HOW TO COMPLETE THIS TASK: Search through the entries for the word "BARONIEHOEVEN" and copy every line that has it.

Data records:
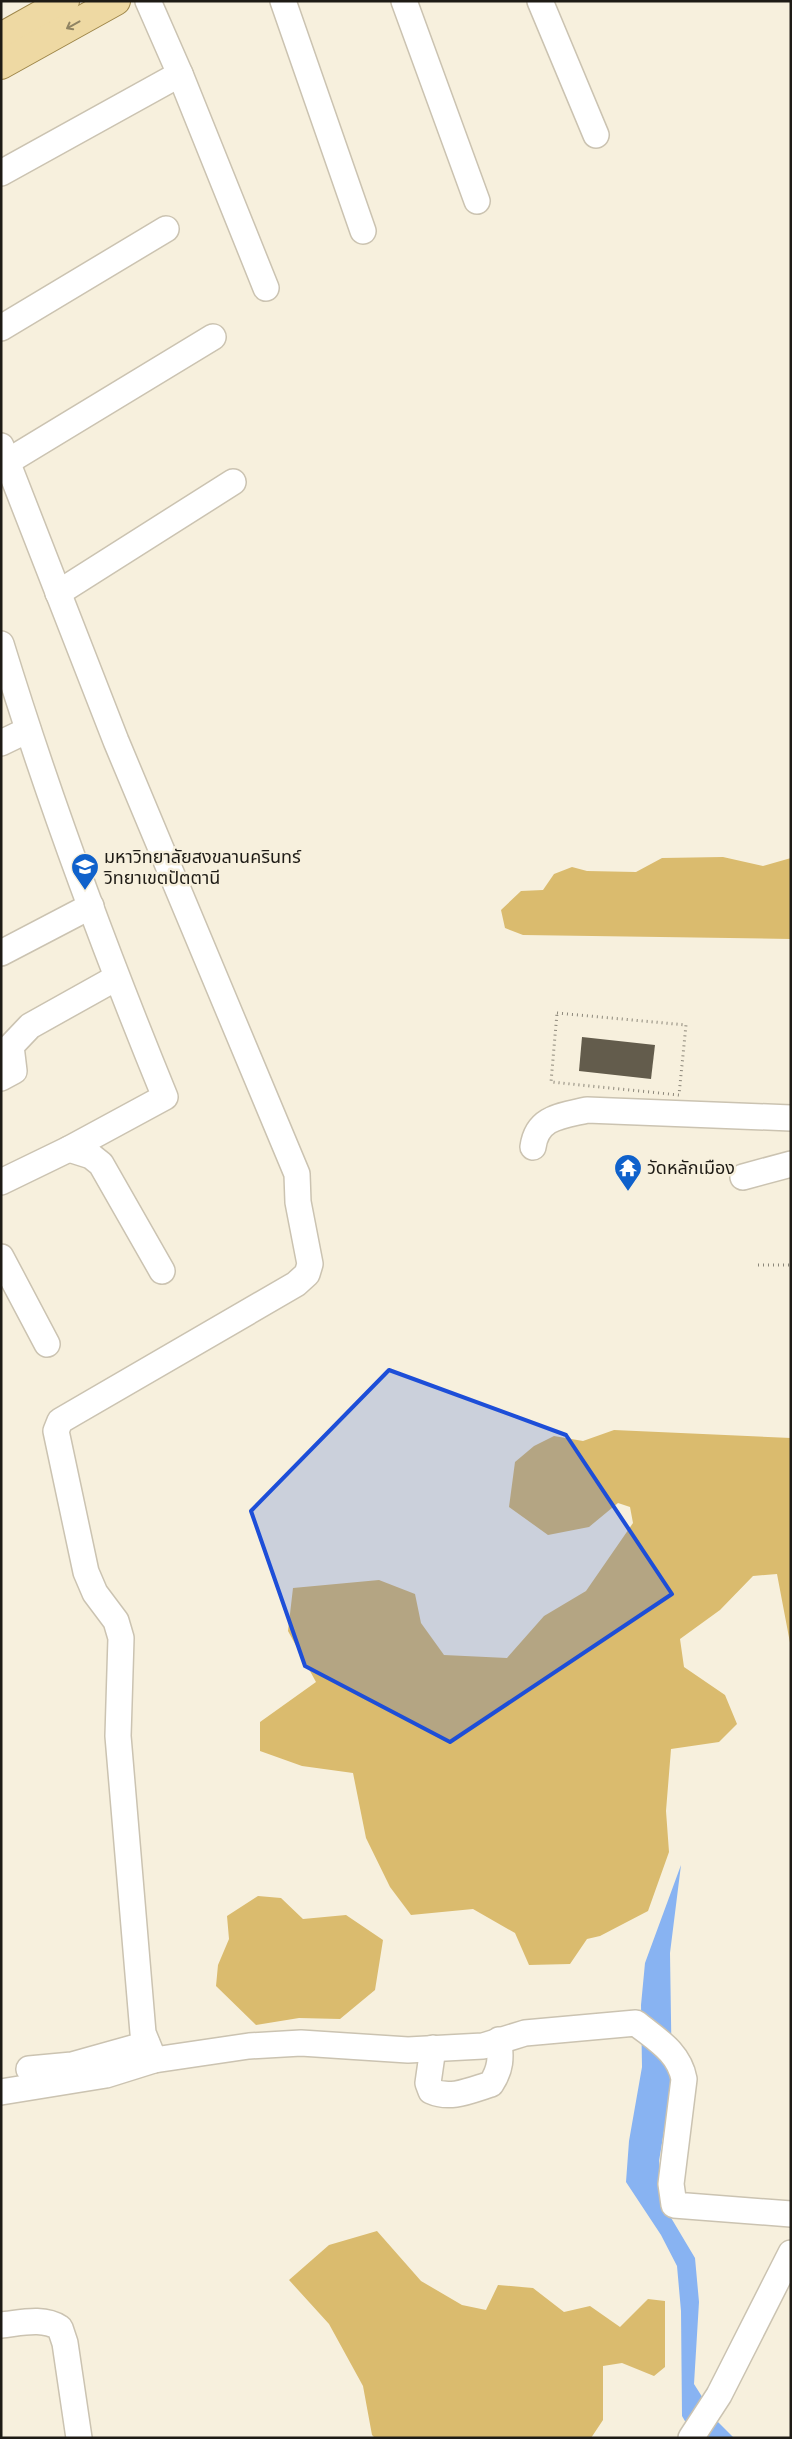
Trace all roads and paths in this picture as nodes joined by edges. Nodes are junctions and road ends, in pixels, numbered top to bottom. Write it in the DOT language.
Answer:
graph roads {
  1 [pos="65,1"];
  2 [pos="116,1"];
  3 [pos="148,1"];
  4 [pos="283,1"];
  5 [pos="404,1"];
  6 [pos="540,1"];
  7 [pos="1,36"];
  8 [pos="1,64"];
  9 [pos="180,74"];
  10 [pos="596,135"];
  11 [pos="1,174"];
  12 [pos="477,201"];
  13 [pos="166,229"];
  14 [pos="363,231"];
  15 [pos="266,288"];
  16 [pos="1,328"];
  17 [pos="213,337"];
  18 [pos="4,454"];
  19 [pos="233,482"];
  20 [pos="58,593"];
  21 [pos="1,644"];
  22 [pos="6,676"];
  23 [pos="28,730"];
  24 [pos="1,743"];
  25 [pos="91,906"];
  26 [pos="1,953"];
  27 [pos="116,978"];
  28 [pos="557,1013"];
  29 [pos="6,1045"];
  30 [pos="1,1078"];
  31 [pos="791,1118"];
  32 [pos="532,1147"];
  33 [pos="70,1149"];
  34 [pos="791,1164"];
  35 [pos="743,1177"];
  36 [pos="1,1182"];
  37 [pos="1,1257"];
  38 [pos="758,1265"];
  39 [pos="791,1265"];
  40 [pos="162,1271"];
  41 [pos="47,1344"];
  42 [pos="499,2040"];
  43 [pos="433,2048"];
  44 [pos="150,2052"];
  45 [pos="29,2068"];
  46 [pos="1,2092"];
  47 [pos="791,2214"];
  48 [pos="790,2256"];
  49 [pos="1,2325"];
  50 [pos="79,2438"];
  51 [pos="691,2438"];
  1 -- 7 [label="main road"];
  2 -- 8 [label="main road, one-way"];
  3 -- 9 [label="street"];
  4 -- 14 [label="street"];
  5 -- 12 [label="street"];
  6 -- 10 [label="street"];
  9 -- 11 [label="street"];
  9 -- 15 [label="street"];
  13 -- 16 [label="street"];
  17 -- 18 [label="street"];
  18 -- 20 [label="street"];
  19 -- 20 [label="street"];
  20 -- 44 [label="street"];
  21 -- 22 [label="street"];
  22 -- 23 [label="street"];
  23 -- 24 [label="street"];
  23 -- 25 [label="street"];
  25 -- 26 [label="street"];
  25 -- 27 [label="street"];
  27 -- 29 [label="street"];
  27 -- 33 [label="street"];
  28 -- 28 [label="path"];
  29 -- 30 [label="street"];
  31 -- 32 [label="street"];
  33 -- 36 [label="street"];
  33 -- 40 [label="street"];
  34 -- 35 [label="street"];
  37 -- 41 [label="street"];
  38 -- 39 [label="path"];
  42 -- 43 [label="street"];
  42 -- 43 [label="street"];
  42 -- 47 [label="street"];
  43 -- 44 [label="street"];
  44 -- 45 [label="street"];
  44 -- 46 [label="street"];
  48 -- 51 [label="street"];
  49 -- 50 [label="street"];
}
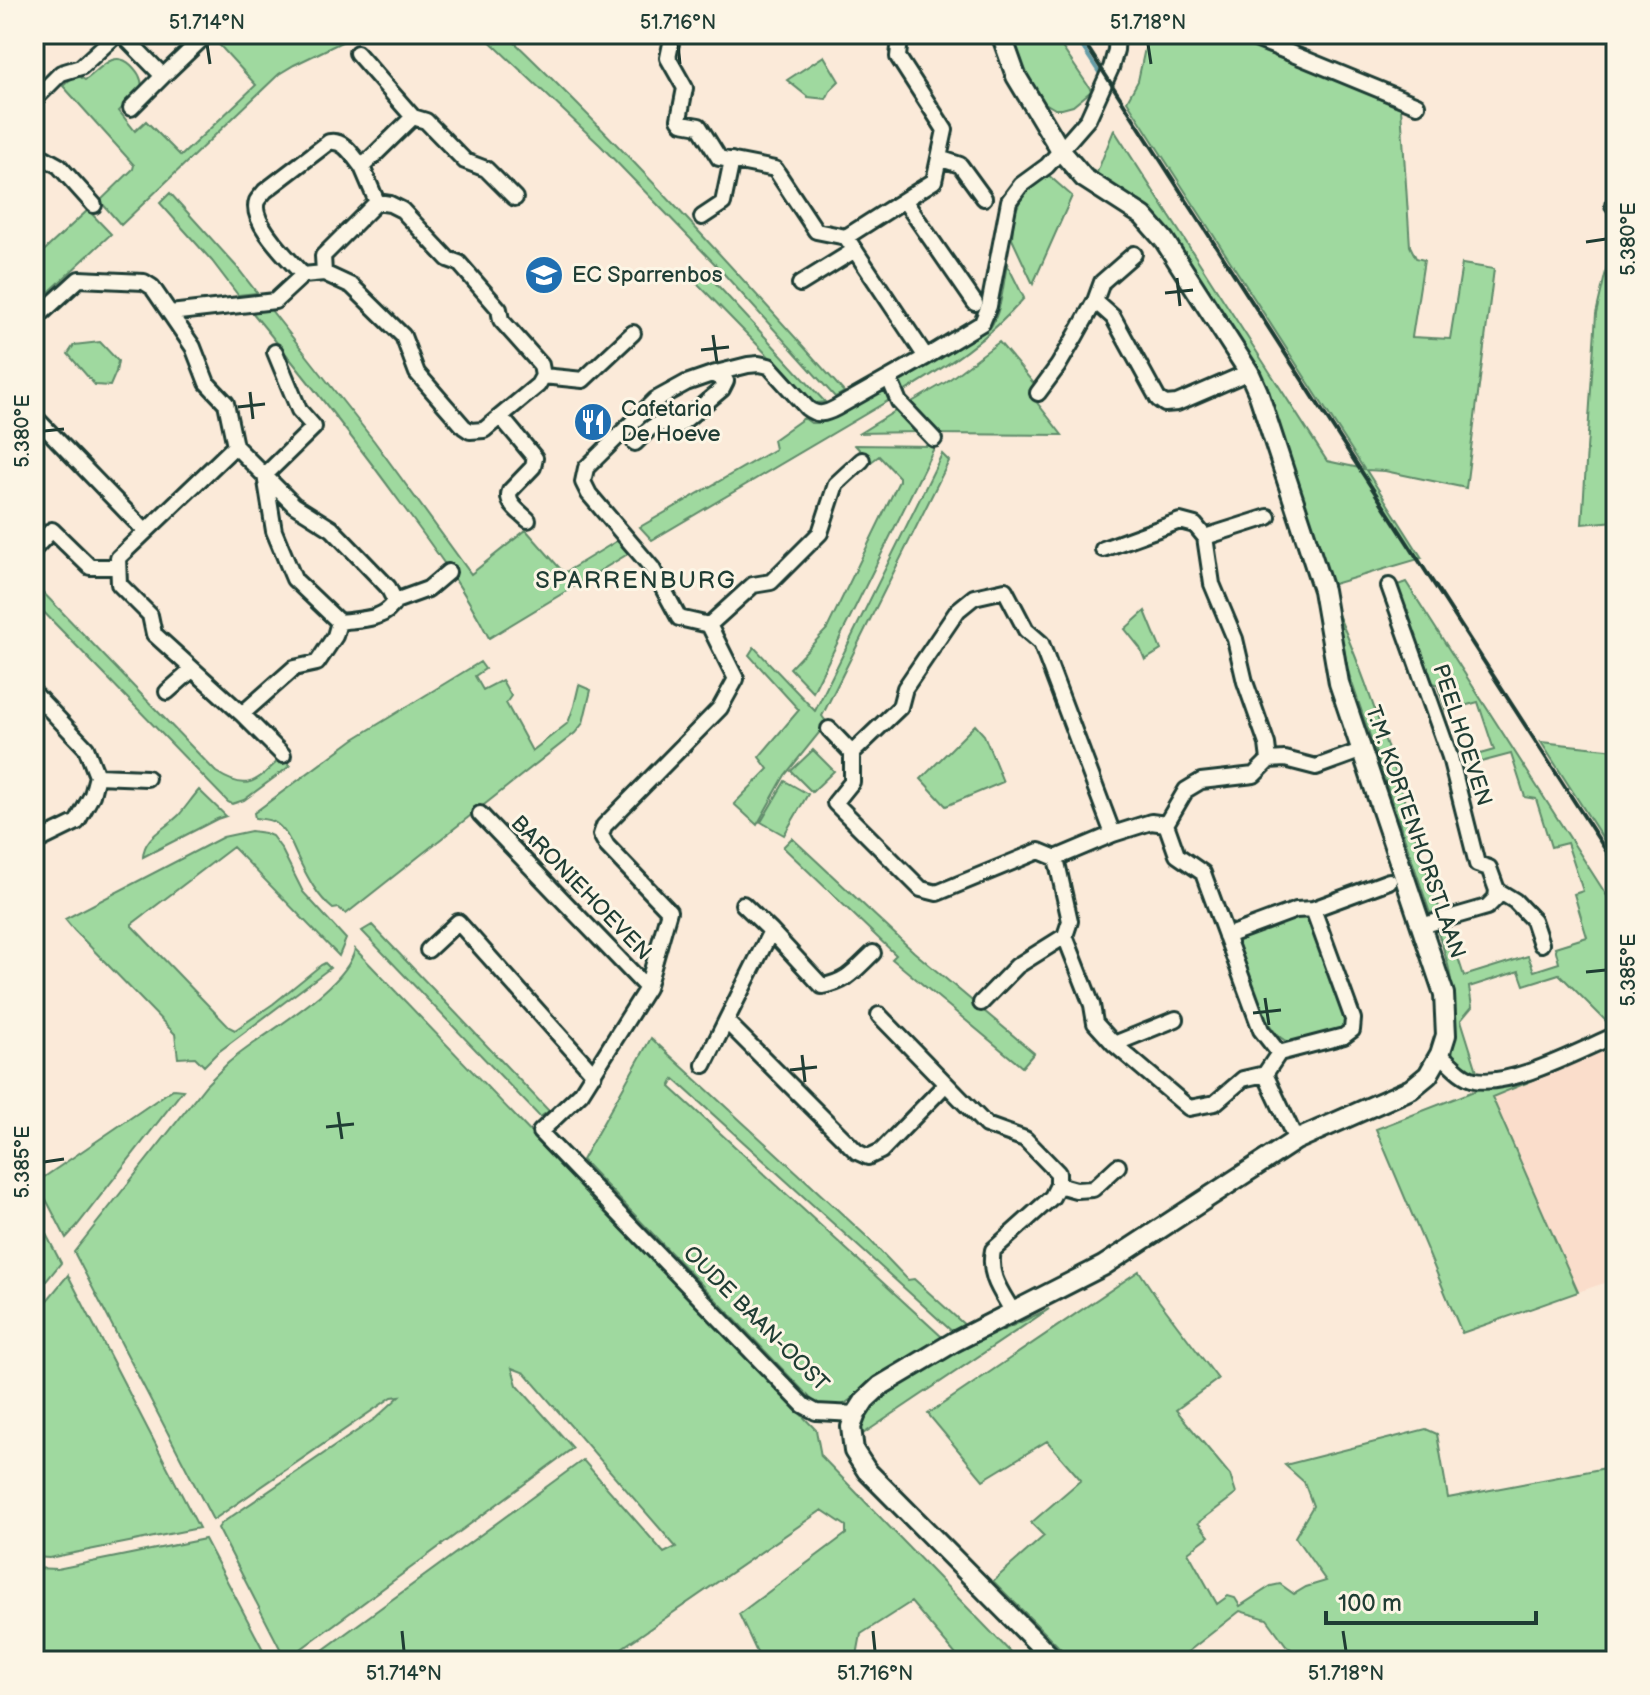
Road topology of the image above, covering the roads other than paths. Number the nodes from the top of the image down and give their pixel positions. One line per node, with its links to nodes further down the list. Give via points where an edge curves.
1 (120, 34): 9 (street); 10 (street, via 81,67 61,73)
2 (898, 34): 16 (street, via 898,57 945,130)
3 (1001, 34): 14 (street, T.M. KORTENHORSTLAAN, via 1016,76)
4 (1117, 34): 14 (street, via 1111,68 1088,119)
5 (1244, 34): 11 (street)
6 (671, 35): 17 (street, via 668,58 685,88 679,119 699,126 719,158)
7 (205, 36): 9 (street)
8 (357, 53): 13 (street)
9 (163, 76): 12 (street)
10 (34, 100)
11 (1417, 105)
12 (131, 108)
13 (413, 117): 18 (street); 19 (street, via 426,121 465,161 486,169)
14 (1061, 151): 36 (street, via 1009,201 982,323); 37 (street, T.M. KORTENHORSTLAAN, via 1084,178 1143,216 1164,240)
15 (36, 157): 23 (street, via 59,166)
16 (939, 158): 20 (street, via 960,165); 21 (street, via 934,181)
17 (732, 160): 24 (street, via 723,203); 25 (street, via 775,169 816,231)
18 (362, 167): 22 (street); 28 (street, via 344,145 329,142 257,201 260,224)
19 (515, 198)
20 (984, 198)
21 (904, 200): 25 (street); 31 (street)
22 (377, 202): 27 (street, via 323,256); 39 (street, via 402,210 448,259 459,263 541,365)
23 (94, 205)
24 (702, 217)
25 (850, 243): 29 (street); 36 (street)
26 (1134, 254): 30 (street, via 1102,282)
27 (324, 273): 28 (street); 43 (street, via 352,286 403,336 417,373 464,427 484,430)
28 (303, 275): 32 (street, via 275,301)
29 (800, 284)
30 (1095, 301): 37 (street, via 1113,317 1165,404); 41 (street)
31 (975, 303)
32 (170, 313): 33 (street, via 144,282 79,279); 46 (street, via 193,347 207,383 226,403)
33 (34, 320)
34 (633, 333): 39 (street, via 583,380)
35 (275, 352): 48 (street, via 299,410 314,427)
36 (926, 357): 40 (street)
37 (1249, 372): 66 (street, T.M. KORTENHORSTLAAN, via 1323,590 1339,683)
38 (712, 374): 40 (street, via 769,366 807,408 821,414); 45 (street, via 726,381 722,389 678,426 654,425); 60 (street, via 655,400 586,468 583,482 652,568 679,618)
39 (543, 376): 43 (street)
40 (889, 378): 44 (street, via 899,402)
41 (1038, 393)
42 (34, 416): 51 (street)
43 (501, 417): 50 (street, via 535,458 508,496)
44 (934, 439)
45 (635, 443)
46 (235, 446): 48 (street); 51 (street)
47 (862, 460): 60 (street, via 836,484 820,533 771,582 753,585)
48 (265, 475): 58 (street, via 294,505 332,529); 59 (street, via 274,531 294,579)
49 (1268, 517): 52 (street)
50 (528, 520)
51 (145, 531): 55 (street, via 118,558)
52 (1205, 537): 54 (street, via 1195,525 1180,521); 69 (street, via 1212,584 1235,639)
53 (34, 549): 55 (street, via 52,530 90,567)
54 (1103, 549)
55 (118, 567): 61 (street, via 119,584 150,615 154,634)
56 (448, 572): 58 (street, via 428,589)
57 (1389, 586): 78 (street, PEELHOEVEN, via 1450,757 1477,864 1489,868)
58 (395, 601): 59 (street, via 381,616)
59 (339, 622): 64 (street, via 317,663 294,668)
60 (709, 625): 88 (street, via 736,679 720,708 601,835 669,911)
61 (192, 670): 62 (street); 64 (street)
62 (167, 692)
63 (34, 693): 70 (street, via 86,748)
64 (242, 714): 68 (street)
65 (829, 729): 67 (street)
66 (1363, 750): 69 (street, via 1316,767); 81 (street, T.M. KORTENHORSTLAAN)
67 (852, 753): 74 (street, via 900,707 905,688 958,610 974,597 1005,590 1026,630 1041,643); 76 (street, via 852,782 835,803 921,889 937,893 1039,851)
68 (283, 755)
69 (1269, 760): 73 (street, via 1254,775 1201,781 1186,790)
70 (97, 776): 71 (street); 75 (street, via 77,822)
71 (147, 778)
72 (480, 814): 88 (street, BARONIEHOEVEN)
73 (1166, 824): 74 (street, via 1151,822); 84 (street, via 1177,855 1203,873)
74 (1113, 834): 76 (street)
75 (34, 843)
76 (1056, 858): 83 (street, via 1070,921)
77 (1389, 881): 80 (street)
78 (1497, 890): 81 (street, via 1487,907); 85 (street, PEELHOEVEN, via 1533,920)
79 (743, 904): 82 (street)
80 (1313, 909): 84 (street, via 1296,910); 95 (street, via 1353,1019 1352,1030)
81 (1421, 926): 96 (street, T.M. KORTENHORSTLAAN, via 1444,994 1446,1035)
82 (771, 931): 87 (street, via 822,986 848,977); 92 (street)
83 (1065, 936): 89 (street, via 1017,966); 94 (street, via 1095,1023)
84 (1226, 936): 95 (street, via 1261,1030)
85 (1541, 944)
86 (428, 950): 98 (street, via 458,922)
87 (873, 953)
88 (647, 988): 98 (street, BARONIEHOEVEN)
89 (981, 1003)
90 (879, 1015): 100 (street)
91 (1176, 1019): 94 (street)
92 (727, 1022): 97 (street); 100 (street, via 868,1157 881,1151)
93 (1616, 1035): 96 (street, via 1501,1081 1473,1080)
94 (1114, 1044): 99 (street, via 1189,1108 1215,1103 1243,1079)
95 (1279, 1053): 99 (street)
96 (1440, 1054): 102 (street, via 1428,1075 1411,1089)
97 (704, 1065)
98 (594, 1074): 101 (street, BARONIEHOEVEN)
99 (1265, 1074): 102 (street)
100 (946, 1084): 104 (street, via 986,1125 1025,1139 1058,1173)
101 (540, 1132): 106 (street, OUDE BAAN-OOST, via 803,1405 816,1412)
102 (1296, 1140): 105 (street, via 1103,1266)
103 (1118, 1166): 104 (street, via 1093,1189)
104 (1058, 1185): 105 (street, via 1052,1197 993,1250 995,1282)
105 (1013, 1312): 106 (street, via 890,1380)
106 (856, 1414): 107 (street, via 851,1427 854,1451 867,1471)
107 (1055, 1661)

EXPECTED ANSWER:
72 (480, 814): 88 (street, BARONIEHOEVEN)
88 (647, 988): 98 (street, BARONIEHOEVEN)
98 (594, 1074): 101 (street, BARONIEHOEVEN)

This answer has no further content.